Jason, the novel's thirteen year old narrator, is one of those kids that doesn't quite fit into any of the cliques. As the novel begins, he is not popular but he isn't unpopular or an outcast, either. The novel covers about a year of his life, and each chapter felt like it took place in a different month (I think there are thirteen so that's not completely accurate), sometimes referring to events in previous chapters, sometimes not. Jason doesn't fill in all the blanks between one chapter or another, so in some cases it is up to the reader to guess what may have happened in the last few weeks, but the novel certainly seems to address the highlights of Jason's life that year. Jason has a few fears in his life - he writes poetry that gets published under a fake name, and if anyone were to ever discover this, his social life would be ruined. He also has a stammer which is different from a stutter that he has mostly been hiding from the kids at school by avoiding trigger words as much as possible.
The novel takes place in 1982, so there are references to old videogames, the Falkland Wars and other cultural pieces from that time. While Jason is mostly a sweet kid, it took me a while to get into the novel and to actually care about the middle school politics and rules of popularity. One chapter in particular just involved him walking around in the woods, searching for adventures, and I was just about ready to give up on the story. In the first half especially, I was more interested in the adults in Jason's life, the undercurrents between his parents that he doesn't quite understand, and I liked being able to compare his interpretation of events to what was actually going on or what Mitchell wanted the reader to think. The turning point in the novel for me was when an older woman in the town takes an interest in Jason's poetry, and she discusses a composer Robert Frobisher while playing his sextet that is now unavailable for purchase. If you've never read Mitchell before, she will just be an eccentric old woman but if you've read Cloud Atlas you'll recognize the names and the connection so I quite enjoyed that shout out to his readers. Another one that I caught was that the DJ played "number nine dream" at a school dance, which happens to be the title of a Mitchell novel I haven't yet read. There may very well be other connections to the author's other works, but those were the two in particular that struck me. After the Frobisher chapter, I was much more involved in the story, especially since it soon becomes clear that there has been a shift in Jason's social standing at school as he has clearly dropped down from his precarious position in the social rankings at his school.

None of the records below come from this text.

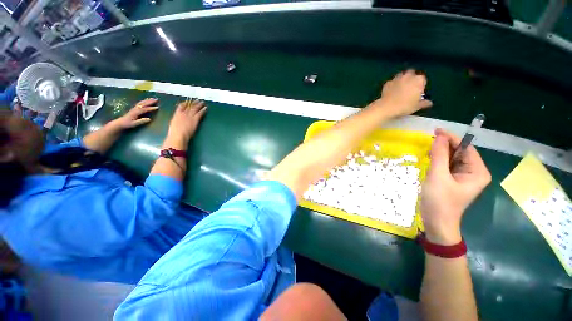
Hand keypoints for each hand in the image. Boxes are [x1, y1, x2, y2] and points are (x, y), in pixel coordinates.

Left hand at [114, 98, 158, 128]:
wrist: (120, 122)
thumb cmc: (128, 124)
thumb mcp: (134, 124)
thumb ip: (141, 121)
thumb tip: (149, 119)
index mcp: (136, 112)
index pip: (144, 109)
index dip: (151, 108)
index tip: (157, 107)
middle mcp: (135, 109)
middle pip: (143, 104)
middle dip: (150, 101)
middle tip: (156, 99)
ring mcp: (135, 108)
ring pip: (141, 102)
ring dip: (147, 100)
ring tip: (153, 98)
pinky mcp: (134, 108)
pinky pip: (140, 103)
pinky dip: (144, 101)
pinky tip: (147, 100)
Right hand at [167, 99, 206, 142]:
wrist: (178, 135)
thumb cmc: (174, 132)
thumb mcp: (173, 124)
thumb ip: (177, 120)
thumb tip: (179, 119)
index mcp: (177, 114)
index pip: (181, 106)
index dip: (185, 103)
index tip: (188, 101)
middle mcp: (183, 113)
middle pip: (189, 106)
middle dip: (194, 103)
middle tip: (198, 100)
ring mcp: (189, 116)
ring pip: (195, 108)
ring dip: (199, 105)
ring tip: (203, 102)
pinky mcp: (195, 119)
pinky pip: (200, 113)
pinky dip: (203, 110)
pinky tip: (205, 108)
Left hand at [376, 70, 432, 117]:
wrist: (387, 107)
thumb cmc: (405, 106)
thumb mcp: (417, 106)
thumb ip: (424, 103)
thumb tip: (429, 103)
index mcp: (419, 80)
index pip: (422, 79)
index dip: (420, 85)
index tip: (418, 91)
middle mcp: (408, 76)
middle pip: (412, 73)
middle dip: (411, 78)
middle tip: (409, 88)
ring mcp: (397, 78)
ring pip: (401, 75)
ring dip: (402, 79)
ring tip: (400, 88)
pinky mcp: (388, 83)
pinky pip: (392, 82)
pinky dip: (393, 85)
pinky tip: (391, 91)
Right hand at [420, 129, 490, 244]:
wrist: (437, 222)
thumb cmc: (440, 201)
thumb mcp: (438, 176)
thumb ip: (438, 155)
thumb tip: (438, 136)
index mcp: (477, 171)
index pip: (466, 148)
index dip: (451, 138)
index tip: (435, 131)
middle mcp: (474, 172)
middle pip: (460, 152)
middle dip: (445, 146)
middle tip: (428, 141)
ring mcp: (464, 177)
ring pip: (452, 158)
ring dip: (440, 153)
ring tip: (427, 151)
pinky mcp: (454, 180)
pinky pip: (448, 165)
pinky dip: (438, 161)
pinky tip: (429, 160)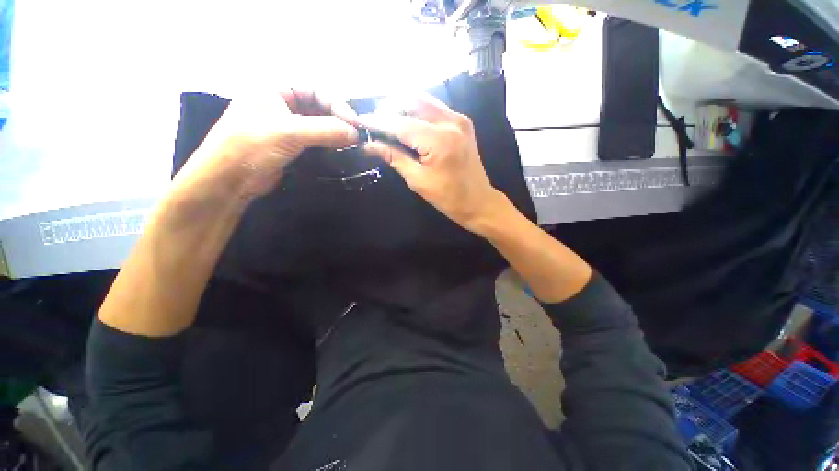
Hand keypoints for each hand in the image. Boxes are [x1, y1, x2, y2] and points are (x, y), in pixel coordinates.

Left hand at [174, 89, 358, 202]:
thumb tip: (356, 133)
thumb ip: (325, 130)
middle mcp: (281, 105)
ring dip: (335, 134)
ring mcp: (285, 126)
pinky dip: (328, 145)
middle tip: (356, 136)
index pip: (315, 90)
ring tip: (352, 145)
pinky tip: (339, 152)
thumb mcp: (288, 133)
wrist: (228, 181)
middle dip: (338, 120)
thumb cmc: (251, 147)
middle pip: (318, 107)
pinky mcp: (290, 146)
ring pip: (318, 125)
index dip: (337, 104)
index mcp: (274, 89)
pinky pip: (314, 141)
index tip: (355, 124)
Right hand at [358, 94, 503, 232]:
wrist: (478, 202)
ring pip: (424, 100)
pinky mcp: (463, 123)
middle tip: (374, 121)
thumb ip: (394, 157)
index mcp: (439, 140)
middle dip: (390, 108)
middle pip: (413, 101)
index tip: (360, 121)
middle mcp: (451, 122)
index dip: (379, 122)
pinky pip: (435, 108)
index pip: (401, 124)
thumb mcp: (418, 180)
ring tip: (387, 119)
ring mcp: (459, 119)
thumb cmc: (448, 198)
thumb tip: (370, 145)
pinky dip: (418, 110)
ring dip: (403, 106)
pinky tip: (407, 120)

Overall, it wasn't a bad novel at all, but it's just not really a topic I'm generally that interested in. While I liked Jason, it took me a while to really care about the character and what was happening to him and around him. However, once I became engaged, I quite enjoyed it. However, I don't think I would recommend this as a starting point to a reader new to Mitchell unless they also happen to be into stories about young boys/teens growing up and dealing with life.